◆ TASK INSTRUCTIONS
Could you copy out all the lines in the material below where the word "every" occurs?

◆ INFORMATION GIVEN

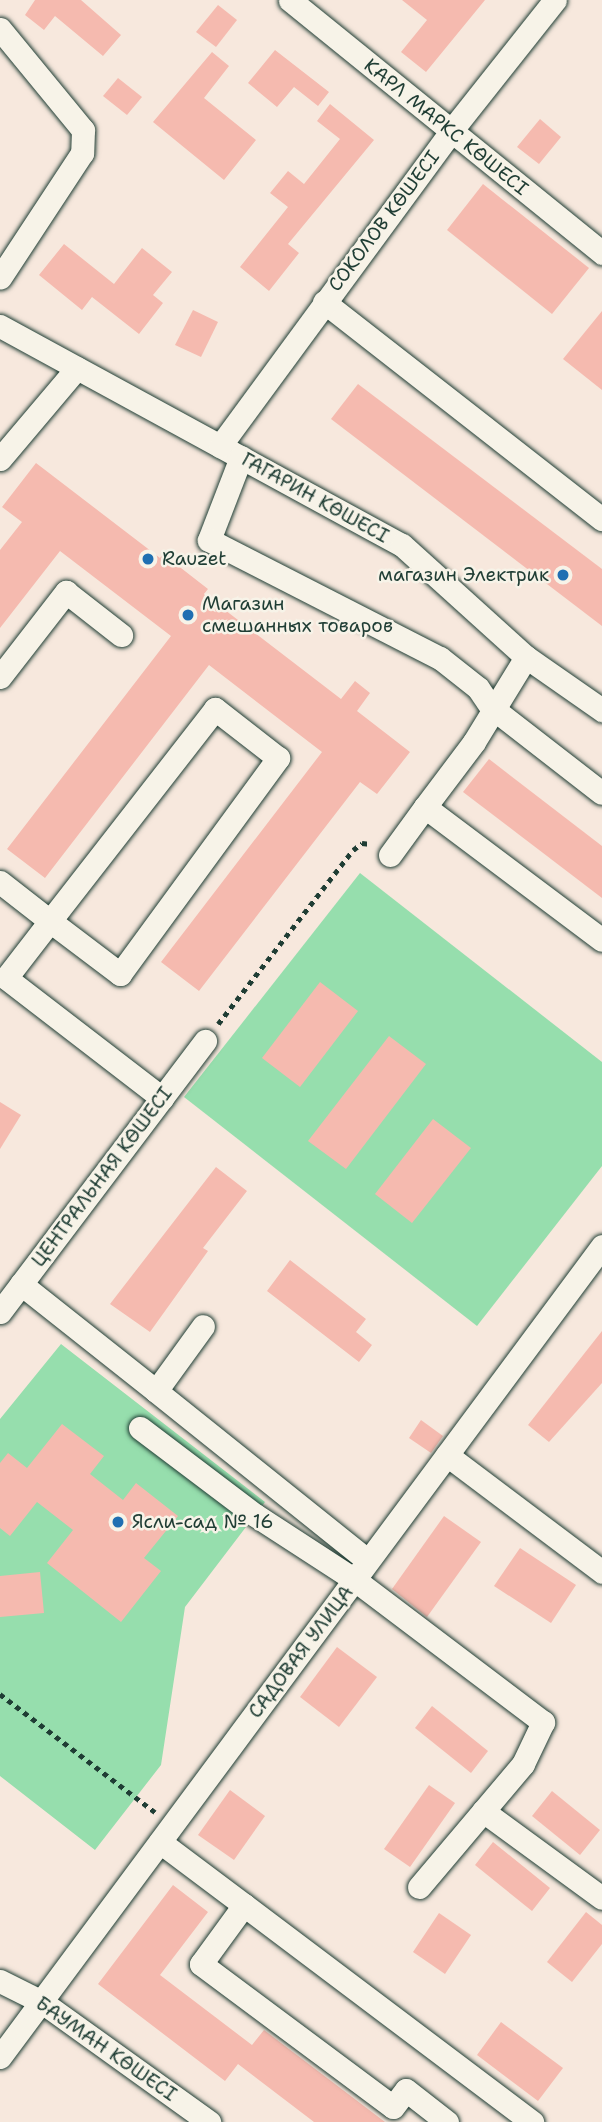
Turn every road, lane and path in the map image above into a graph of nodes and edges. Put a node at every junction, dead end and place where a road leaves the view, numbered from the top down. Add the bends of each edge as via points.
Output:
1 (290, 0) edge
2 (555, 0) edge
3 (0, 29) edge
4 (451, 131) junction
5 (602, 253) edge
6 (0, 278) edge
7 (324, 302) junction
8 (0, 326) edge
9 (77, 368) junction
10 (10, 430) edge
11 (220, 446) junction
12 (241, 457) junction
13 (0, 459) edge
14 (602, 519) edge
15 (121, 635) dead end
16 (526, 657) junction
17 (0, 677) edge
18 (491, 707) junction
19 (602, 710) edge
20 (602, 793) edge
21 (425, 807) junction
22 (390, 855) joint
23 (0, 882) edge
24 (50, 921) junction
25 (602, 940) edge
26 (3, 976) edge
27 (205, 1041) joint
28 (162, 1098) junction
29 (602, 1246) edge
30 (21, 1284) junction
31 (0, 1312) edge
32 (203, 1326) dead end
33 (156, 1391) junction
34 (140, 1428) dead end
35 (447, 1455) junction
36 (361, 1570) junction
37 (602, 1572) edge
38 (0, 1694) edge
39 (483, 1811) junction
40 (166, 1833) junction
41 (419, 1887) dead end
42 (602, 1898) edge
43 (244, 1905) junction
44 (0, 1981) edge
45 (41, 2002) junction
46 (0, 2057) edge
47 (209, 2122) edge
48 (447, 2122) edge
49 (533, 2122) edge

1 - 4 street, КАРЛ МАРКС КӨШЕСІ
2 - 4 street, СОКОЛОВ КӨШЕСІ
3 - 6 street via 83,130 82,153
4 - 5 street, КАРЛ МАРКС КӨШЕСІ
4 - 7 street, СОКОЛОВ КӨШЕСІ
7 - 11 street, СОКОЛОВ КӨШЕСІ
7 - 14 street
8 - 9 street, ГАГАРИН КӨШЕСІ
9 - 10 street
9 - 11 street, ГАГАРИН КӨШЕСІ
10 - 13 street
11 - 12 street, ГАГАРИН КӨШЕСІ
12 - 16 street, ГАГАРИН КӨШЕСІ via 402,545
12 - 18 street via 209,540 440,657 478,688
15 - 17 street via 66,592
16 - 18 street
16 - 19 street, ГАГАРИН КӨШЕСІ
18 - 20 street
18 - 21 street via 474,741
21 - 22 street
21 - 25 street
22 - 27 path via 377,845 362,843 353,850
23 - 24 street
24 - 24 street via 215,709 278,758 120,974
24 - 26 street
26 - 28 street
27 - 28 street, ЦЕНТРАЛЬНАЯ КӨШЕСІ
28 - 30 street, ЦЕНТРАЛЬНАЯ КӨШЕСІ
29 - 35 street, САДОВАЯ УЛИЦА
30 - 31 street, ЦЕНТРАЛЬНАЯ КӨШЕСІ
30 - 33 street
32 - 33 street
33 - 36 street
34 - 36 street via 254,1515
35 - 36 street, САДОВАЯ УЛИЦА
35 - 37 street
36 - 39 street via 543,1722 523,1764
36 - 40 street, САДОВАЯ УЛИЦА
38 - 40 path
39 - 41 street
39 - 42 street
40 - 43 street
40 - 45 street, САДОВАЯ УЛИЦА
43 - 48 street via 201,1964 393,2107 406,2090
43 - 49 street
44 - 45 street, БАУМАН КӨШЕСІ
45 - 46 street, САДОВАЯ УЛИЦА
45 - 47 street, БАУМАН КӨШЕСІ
* * *
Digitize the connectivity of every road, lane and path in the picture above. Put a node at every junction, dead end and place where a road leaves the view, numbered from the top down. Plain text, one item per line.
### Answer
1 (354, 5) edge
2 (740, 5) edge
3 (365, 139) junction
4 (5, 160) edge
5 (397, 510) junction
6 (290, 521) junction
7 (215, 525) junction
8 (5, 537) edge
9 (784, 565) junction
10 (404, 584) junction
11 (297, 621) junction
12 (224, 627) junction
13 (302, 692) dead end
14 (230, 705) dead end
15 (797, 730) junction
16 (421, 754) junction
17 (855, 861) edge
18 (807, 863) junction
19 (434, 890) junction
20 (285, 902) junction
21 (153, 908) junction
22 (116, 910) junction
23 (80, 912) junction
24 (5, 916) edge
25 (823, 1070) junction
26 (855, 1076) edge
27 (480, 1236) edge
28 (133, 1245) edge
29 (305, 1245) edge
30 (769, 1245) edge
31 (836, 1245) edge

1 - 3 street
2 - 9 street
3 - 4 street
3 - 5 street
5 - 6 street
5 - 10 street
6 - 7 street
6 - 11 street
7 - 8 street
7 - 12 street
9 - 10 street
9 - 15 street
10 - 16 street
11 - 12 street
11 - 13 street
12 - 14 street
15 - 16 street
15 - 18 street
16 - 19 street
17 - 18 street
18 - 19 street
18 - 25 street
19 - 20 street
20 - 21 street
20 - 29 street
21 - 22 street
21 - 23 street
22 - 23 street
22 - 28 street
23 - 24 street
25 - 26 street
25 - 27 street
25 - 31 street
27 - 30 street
==
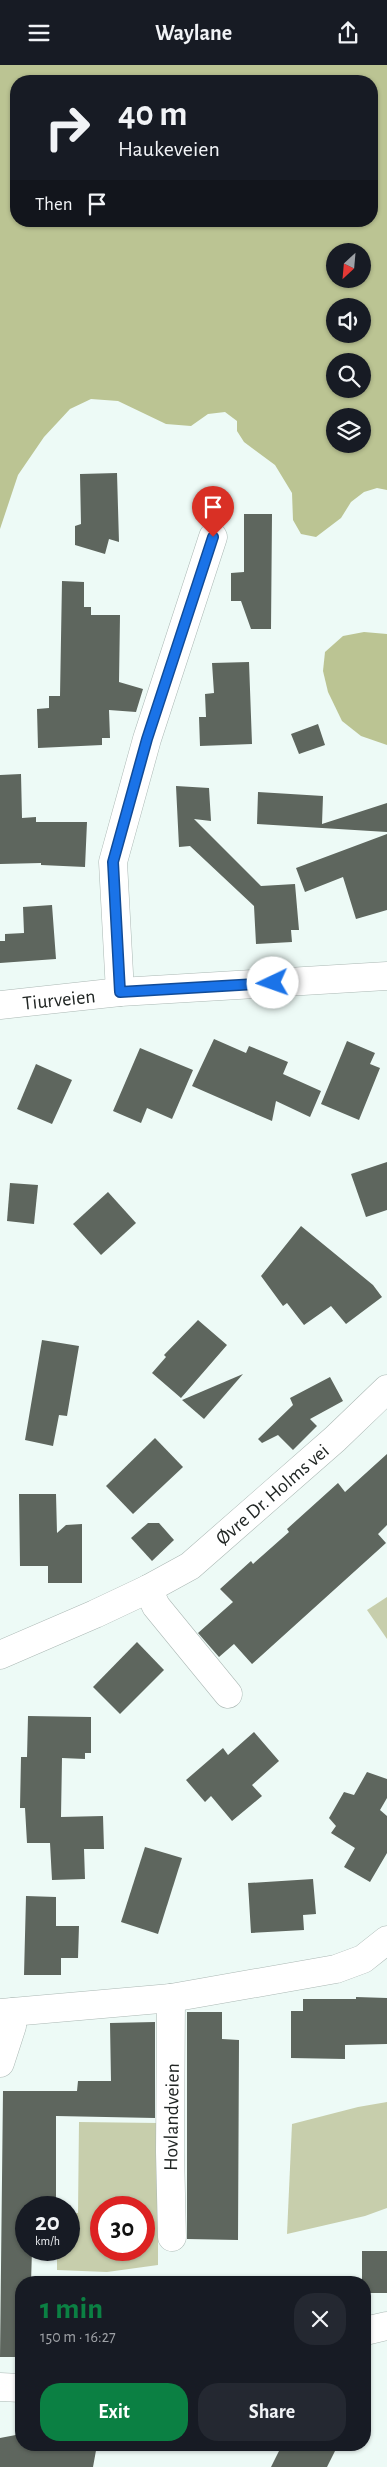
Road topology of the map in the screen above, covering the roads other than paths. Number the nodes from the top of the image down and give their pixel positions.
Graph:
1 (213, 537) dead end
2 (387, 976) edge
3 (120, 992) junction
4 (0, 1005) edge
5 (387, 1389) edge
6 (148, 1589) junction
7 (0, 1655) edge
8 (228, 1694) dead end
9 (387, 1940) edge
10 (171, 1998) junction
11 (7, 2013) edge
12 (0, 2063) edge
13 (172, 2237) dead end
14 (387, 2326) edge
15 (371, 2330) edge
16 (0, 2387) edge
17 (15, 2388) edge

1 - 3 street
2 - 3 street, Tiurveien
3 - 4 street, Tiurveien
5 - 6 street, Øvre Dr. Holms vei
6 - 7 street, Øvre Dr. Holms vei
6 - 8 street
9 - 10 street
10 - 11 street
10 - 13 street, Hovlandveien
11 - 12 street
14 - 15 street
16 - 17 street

◆ FINISHED EXERCISE
Turn every road, lane and path in the map image above into a graph of nodes and edges. Put a node at every junction, dead end and place where a road leaves the view, numbered from the top down. Add the bends of each edge as via points.
Digitize the connectivity of every road, lane and path in the picture above. Put a node at every junction, dead end and place where a road leaves the view, numbered from the top down. Plain text, one item per line.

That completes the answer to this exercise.